I push my whole body's weight onto her chest. With a violent cough, water pours from her lips. The queen’s body seizes as she chokes on the saltwater that leaves her body.
I pull her into a sitting position and pound my fist on her back several times. Her cough is rough and sounds painful, but she’s alive!
A fi’len worker hands me a blanket, and I wrap her in it, rubbing my hands up and down her arms as I try my best to warm her against my own body.
“Opal!” Ke’ain shouts as he drops from the pod bay door of his tactical cruiser. I’ve never seen him move so quickly as he sweeps Opal’s body from my arms into his own.
“Medics!” He waves over a crew of healthcare workers.
I pull the shaking human beauty back into my arms.
“Are you all right?” I ask.
“All right is subjective,” she says, “but I’m not dead. My name is Jessy.” She pushes her forehead into my side and wraps her arms around me.
“I’m Gra’eth.”
“Gray Seth?” she asks.
“Yes, my given name is Gray Seth,” I say, although I feel my sarcasm is lost on this one.
“Thanks, Seth—for, you know, not letting me drown.”

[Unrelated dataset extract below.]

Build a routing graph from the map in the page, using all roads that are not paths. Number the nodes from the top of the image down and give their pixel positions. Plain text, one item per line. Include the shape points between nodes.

“Thank you for helping me save the queen,” I whisper back.
“No shit? So Opal wasn’t lying. Makes me feel a lot better about crashing the bus.”
“I’m sorry, you what?”
CHAPTER14
?WHO DO YOU THINK YOU ARE, KEANU??
?KE’AIN
Opal’s so cold.Her blue lips are slowly regaining their color, but her freezing and bruised body is a shock to my system.
Seeing Gra’eth hovering over her lifeless body made the bile rise in my throat.

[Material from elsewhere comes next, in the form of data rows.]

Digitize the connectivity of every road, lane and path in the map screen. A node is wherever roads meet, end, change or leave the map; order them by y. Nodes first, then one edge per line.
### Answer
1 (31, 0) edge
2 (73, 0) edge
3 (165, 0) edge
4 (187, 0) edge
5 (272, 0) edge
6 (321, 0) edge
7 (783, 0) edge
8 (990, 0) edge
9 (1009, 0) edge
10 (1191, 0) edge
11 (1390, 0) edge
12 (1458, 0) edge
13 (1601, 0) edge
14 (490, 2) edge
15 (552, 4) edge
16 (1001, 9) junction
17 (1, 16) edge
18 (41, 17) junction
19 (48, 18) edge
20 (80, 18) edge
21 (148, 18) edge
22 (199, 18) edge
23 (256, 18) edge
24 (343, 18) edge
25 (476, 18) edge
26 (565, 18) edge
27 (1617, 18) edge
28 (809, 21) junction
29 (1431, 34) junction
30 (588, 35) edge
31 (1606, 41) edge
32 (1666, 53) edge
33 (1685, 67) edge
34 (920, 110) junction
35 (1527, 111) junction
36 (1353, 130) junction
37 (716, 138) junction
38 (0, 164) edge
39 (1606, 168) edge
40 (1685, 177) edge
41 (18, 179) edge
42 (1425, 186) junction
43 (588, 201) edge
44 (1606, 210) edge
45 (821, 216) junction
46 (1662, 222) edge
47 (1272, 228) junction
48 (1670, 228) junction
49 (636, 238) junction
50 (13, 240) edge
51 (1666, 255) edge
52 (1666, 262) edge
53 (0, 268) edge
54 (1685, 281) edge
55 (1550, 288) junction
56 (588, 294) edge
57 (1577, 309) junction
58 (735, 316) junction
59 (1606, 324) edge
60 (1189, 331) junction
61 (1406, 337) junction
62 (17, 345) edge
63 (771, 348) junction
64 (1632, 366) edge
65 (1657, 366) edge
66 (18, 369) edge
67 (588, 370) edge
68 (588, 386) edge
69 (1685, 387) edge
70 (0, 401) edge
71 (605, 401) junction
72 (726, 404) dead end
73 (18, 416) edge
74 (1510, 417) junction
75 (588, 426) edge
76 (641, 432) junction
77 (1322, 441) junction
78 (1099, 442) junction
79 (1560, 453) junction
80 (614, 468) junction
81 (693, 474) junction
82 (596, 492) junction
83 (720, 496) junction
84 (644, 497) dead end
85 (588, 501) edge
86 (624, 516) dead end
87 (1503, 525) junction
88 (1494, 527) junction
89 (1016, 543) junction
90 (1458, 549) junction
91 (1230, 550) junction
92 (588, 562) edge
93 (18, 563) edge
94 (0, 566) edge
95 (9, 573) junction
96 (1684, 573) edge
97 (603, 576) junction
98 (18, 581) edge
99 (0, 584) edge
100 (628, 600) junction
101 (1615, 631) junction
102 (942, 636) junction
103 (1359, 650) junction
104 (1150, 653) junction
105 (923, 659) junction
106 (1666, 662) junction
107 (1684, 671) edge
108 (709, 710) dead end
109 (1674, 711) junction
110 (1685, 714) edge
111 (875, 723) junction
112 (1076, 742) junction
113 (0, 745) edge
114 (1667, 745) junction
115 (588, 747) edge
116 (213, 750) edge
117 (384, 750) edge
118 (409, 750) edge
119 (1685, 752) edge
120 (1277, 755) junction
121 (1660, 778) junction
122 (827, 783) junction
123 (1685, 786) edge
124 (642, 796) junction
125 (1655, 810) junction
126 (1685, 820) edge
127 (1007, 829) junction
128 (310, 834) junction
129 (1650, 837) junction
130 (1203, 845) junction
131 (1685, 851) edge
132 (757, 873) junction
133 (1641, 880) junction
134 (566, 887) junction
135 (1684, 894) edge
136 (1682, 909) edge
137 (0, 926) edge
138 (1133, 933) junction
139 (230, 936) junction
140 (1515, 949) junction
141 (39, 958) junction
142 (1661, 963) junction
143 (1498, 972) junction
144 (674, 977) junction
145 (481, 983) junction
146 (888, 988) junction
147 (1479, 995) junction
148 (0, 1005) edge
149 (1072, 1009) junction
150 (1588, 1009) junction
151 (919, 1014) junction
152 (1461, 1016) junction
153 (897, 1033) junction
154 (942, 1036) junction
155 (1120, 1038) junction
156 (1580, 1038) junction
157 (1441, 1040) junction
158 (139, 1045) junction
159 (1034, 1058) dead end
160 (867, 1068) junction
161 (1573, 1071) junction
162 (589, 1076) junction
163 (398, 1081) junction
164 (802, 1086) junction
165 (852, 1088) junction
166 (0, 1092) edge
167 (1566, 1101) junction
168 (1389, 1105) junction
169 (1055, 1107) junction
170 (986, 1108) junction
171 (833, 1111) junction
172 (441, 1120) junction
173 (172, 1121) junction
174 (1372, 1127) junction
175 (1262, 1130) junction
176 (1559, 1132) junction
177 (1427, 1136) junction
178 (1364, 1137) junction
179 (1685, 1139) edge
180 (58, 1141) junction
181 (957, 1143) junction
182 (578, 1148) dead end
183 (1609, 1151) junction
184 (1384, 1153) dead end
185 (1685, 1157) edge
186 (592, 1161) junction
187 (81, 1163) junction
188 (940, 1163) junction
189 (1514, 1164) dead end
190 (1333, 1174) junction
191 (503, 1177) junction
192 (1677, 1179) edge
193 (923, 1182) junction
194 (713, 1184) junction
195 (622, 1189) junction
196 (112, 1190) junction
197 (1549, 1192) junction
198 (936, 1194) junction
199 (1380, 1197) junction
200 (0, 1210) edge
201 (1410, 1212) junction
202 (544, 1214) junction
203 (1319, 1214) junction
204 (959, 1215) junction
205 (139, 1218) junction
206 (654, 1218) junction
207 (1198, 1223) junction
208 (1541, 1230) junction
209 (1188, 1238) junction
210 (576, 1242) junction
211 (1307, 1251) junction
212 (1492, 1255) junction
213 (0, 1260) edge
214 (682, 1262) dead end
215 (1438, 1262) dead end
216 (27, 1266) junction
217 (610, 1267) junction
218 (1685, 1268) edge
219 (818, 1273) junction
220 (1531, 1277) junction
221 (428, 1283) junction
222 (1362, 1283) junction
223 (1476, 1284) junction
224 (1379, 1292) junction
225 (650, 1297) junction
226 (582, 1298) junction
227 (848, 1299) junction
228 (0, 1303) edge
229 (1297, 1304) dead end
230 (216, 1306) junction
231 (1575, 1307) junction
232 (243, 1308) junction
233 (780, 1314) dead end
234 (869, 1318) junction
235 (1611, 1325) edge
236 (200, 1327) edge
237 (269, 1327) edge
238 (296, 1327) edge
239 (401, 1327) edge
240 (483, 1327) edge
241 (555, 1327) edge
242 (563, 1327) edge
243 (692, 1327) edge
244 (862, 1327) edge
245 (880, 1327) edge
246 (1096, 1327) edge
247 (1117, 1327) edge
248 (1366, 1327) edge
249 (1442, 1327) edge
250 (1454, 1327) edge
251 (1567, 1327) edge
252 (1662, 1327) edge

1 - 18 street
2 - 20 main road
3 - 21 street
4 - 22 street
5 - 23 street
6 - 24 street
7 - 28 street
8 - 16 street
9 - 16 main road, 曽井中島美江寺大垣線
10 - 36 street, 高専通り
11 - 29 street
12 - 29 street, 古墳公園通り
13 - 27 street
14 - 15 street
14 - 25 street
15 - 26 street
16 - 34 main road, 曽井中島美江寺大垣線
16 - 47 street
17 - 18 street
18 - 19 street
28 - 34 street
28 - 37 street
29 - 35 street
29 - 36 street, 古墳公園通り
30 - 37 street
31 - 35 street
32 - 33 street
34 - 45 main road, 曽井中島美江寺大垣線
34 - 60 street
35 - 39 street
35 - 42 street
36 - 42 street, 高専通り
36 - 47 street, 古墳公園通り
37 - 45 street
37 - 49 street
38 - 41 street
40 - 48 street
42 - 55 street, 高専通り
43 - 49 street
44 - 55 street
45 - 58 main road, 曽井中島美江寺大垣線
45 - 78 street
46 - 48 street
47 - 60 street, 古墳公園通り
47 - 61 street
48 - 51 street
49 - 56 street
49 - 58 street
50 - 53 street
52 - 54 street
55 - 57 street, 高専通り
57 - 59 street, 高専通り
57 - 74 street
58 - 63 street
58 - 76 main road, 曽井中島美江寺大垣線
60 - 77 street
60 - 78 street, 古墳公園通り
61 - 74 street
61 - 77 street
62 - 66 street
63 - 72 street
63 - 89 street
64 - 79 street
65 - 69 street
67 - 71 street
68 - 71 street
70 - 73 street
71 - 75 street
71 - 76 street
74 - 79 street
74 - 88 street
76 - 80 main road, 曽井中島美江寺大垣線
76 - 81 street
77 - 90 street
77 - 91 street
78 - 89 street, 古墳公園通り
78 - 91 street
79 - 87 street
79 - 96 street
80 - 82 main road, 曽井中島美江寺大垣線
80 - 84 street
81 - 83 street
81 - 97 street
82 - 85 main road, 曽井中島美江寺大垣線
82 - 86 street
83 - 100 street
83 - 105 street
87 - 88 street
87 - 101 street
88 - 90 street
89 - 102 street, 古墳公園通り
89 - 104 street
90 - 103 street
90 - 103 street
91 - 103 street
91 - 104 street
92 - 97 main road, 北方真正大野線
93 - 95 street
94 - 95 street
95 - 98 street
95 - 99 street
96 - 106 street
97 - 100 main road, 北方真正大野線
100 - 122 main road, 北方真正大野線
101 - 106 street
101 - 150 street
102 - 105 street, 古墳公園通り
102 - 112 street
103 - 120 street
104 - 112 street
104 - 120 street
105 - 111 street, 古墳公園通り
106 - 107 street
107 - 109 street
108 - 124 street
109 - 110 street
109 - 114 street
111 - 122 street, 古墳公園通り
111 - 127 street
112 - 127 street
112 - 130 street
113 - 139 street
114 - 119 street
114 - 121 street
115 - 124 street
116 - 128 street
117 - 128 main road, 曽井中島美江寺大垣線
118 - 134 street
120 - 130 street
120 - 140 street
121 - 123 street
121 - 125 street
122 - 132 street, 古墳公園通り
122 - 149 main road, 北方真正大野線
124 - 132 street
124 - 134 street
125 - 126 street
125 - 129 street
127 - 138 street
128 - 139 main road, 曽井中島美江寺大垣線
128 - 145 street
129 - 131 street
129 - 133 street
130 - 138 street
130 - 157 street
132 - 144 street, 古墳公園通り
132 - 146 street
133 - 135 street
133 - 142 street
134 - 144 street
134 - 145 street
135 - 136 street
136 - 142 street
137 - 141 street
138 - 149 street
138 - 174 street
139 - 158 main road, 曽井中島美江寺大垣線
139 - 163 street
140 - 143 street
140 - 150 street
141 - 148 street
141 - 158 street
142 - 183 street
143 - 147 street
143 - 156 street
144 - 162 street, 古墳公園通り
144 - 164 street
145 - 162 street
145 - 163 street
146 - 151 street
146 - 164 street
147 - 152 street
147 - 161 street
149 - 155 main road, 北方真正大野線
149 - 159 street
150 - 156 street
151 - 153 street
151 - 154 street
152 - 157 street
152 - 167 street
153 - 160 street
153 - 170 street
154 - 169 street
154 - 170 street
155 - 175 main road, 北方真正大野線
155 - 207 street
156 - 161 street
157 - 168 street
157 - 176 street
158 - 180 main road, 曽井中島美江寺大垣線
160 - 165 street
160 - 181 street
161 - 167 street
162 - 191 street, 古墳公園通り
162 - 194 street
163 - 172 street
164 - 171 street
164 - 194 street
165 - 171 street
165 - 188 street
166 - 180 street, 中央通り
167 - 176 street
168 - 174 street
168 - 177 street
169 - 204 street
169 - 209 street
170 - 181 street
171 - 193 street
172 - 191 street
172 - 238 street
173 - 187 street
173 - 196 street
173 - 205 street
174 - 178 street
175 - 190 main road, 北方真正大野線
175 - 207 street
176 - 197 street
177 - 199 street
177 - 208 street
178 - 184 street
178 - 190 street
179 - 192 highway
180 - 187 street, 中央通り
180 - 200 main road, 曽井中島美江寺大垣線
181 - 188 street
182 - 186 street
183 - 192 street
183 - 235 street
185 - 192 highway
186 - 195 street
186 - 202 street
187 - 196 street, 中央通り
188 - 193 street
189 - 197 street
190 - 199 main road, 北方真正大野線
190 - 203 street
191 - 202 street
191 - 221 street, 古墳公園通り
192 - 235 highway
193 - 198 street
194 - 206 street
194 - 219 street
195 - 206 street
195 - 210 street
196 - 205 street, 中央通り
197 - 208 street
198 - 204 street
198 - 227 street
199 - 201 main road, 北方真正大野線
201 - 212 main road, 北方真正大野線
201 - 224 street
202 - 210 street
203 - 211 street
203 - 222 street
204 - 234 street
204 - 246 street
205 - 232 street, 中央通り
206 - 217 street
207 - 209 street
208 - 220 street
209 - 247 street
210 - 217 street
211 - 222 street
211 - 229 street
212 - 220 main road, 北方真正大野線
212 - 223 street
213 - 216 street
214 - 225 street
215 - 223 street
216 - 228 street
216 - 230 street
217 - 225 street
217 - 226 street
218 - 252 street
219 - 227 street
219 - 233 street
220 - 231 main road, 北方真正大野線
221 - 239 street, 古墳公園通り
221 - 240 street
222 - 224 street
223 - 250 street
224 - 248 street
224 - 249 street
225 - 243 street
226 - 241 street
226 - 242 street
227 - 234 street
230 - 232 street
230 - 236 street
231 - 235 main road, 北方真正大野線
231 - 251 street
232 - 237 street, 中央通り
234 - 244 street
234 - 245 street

Three medics surround us, each referring to their data pads for human vitals as they check her over. Her tiny shivering hand snakes under my arm and she nuzzles her face into my chest.
“The other women,” she rasps, “make sure they try and save the other women.”

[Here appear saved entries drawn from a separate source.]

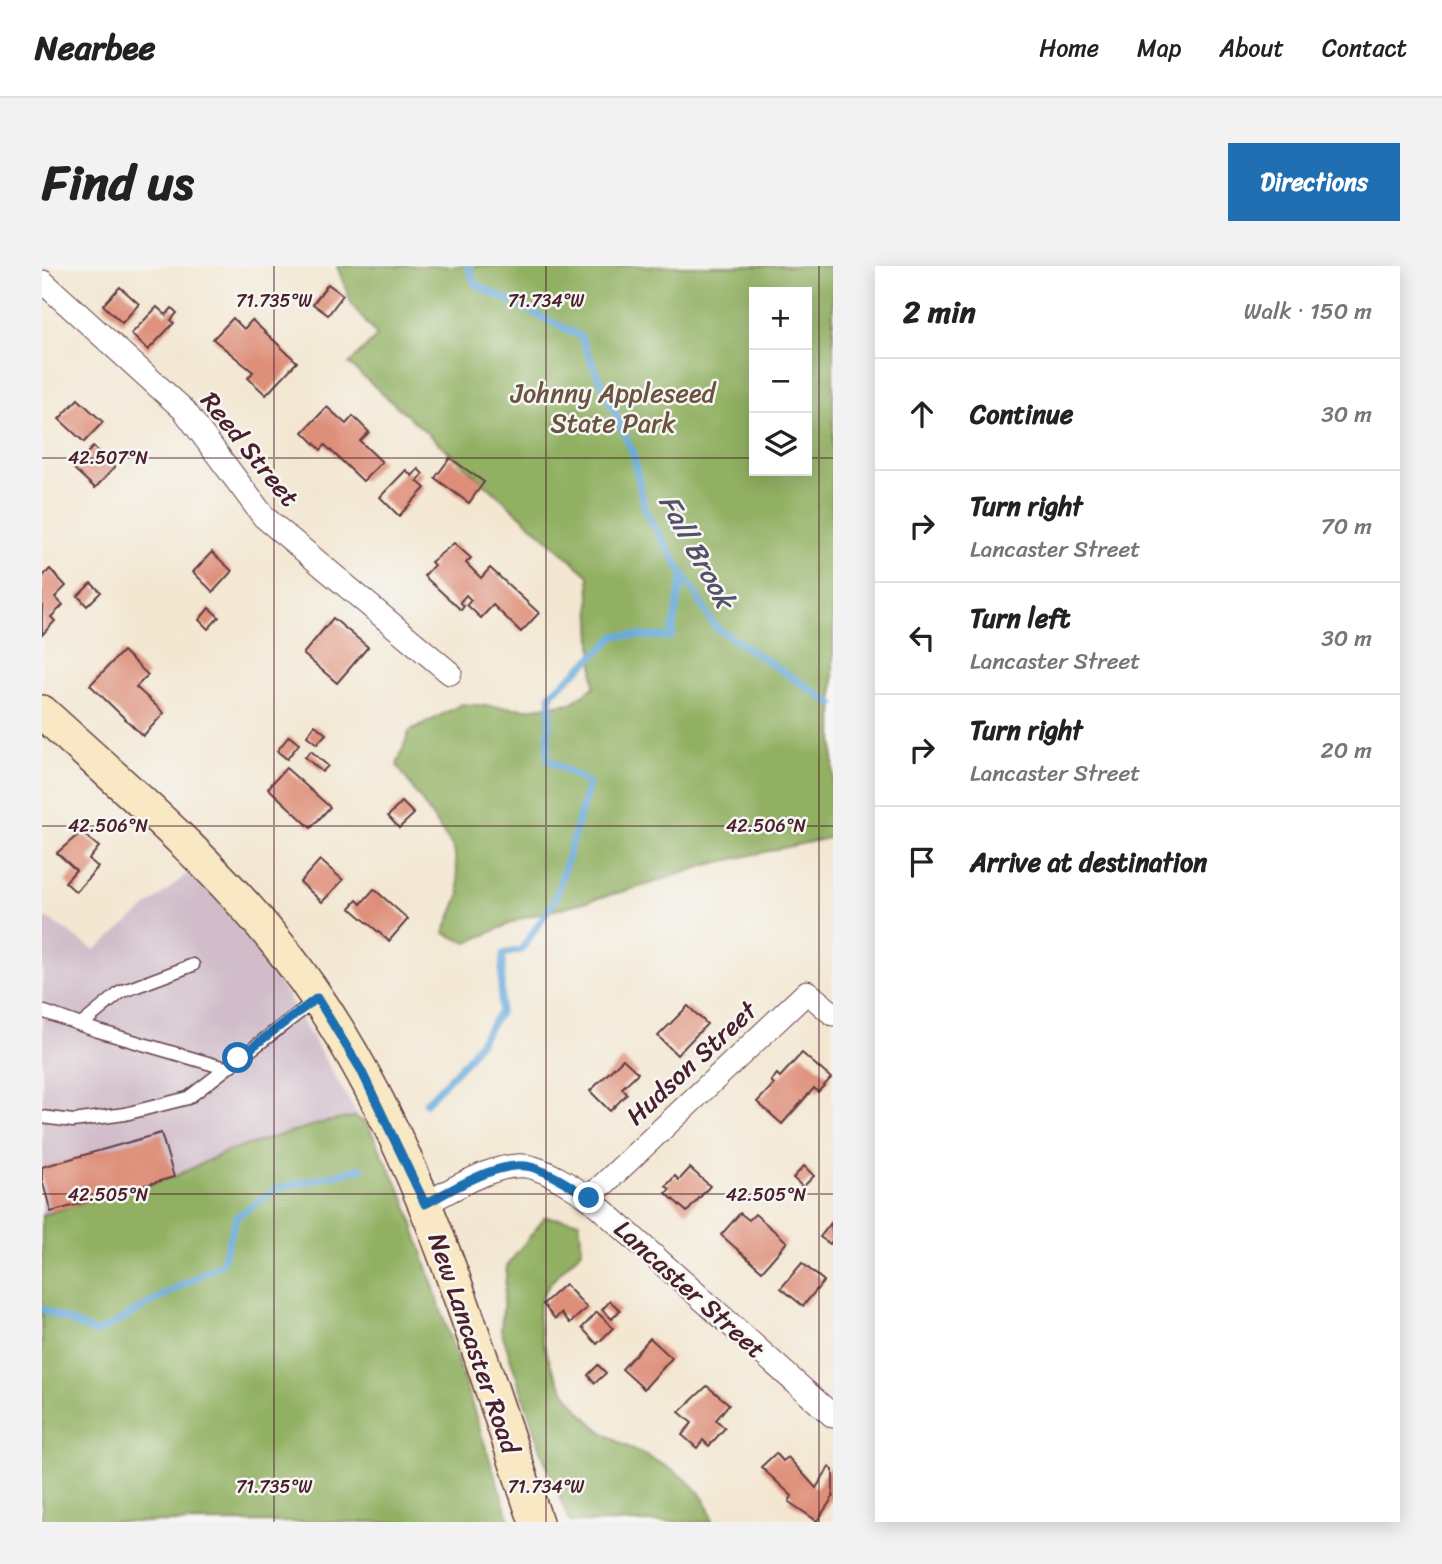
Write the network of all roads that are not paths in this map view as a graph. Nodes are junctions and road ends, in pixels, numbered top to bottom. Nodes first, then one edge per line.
1 (48, 277) edge
2 (450, 673) dead end
3 (42, 712) edge
4 (193, 965) dead end
5 (317, 998) junction
6 (42, 1011) edge
7 (833, 1014) edge
8 (81, 1025) junction
9 (225, 1069) junction
10 (42, 1117) edge
11 (589, 1198) junction
12 (425, 1204) junction
13 (833, 1416) edge
14 (536, 1522) edge

1 - 2 street, Reed Street
3 - 5 main road
4 - 8 lane
5 - 9 lane
5 - 12 main road
6 - 8 lane
7 - 11 street, Hudson Street
8 - 9 lane
9 - 10 lane
11 - 12 street, Lancaster Street
11 - 13 street, Lancaster Street
12 - 14 main road, New Lancaster Road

Opal pulls her head up, looking over my shoulder. When I turn my head, I see several fi'len men trying to clear the lungs of the other passengers on the bus. There are soldiers, food vendors, medics, and fi’len of every class helping these poor humans from what would have surely been a watery grave.
Even sarcastic and cold Gra’eth is cradling a pale red-haired human in his arms.
“They’re trying, Opal.” I hand her wrist to the medic beside me, and he pushes a syringe of medicine into her vein.
“Ouch, Ke’ain!” she gets out between coughs.
“No shots, I know, but this will help warm you up, Opal.”
“The driver is dead, but what about the others who came for me…oh god, Al’frind?” Her face switches from annoyance to pain.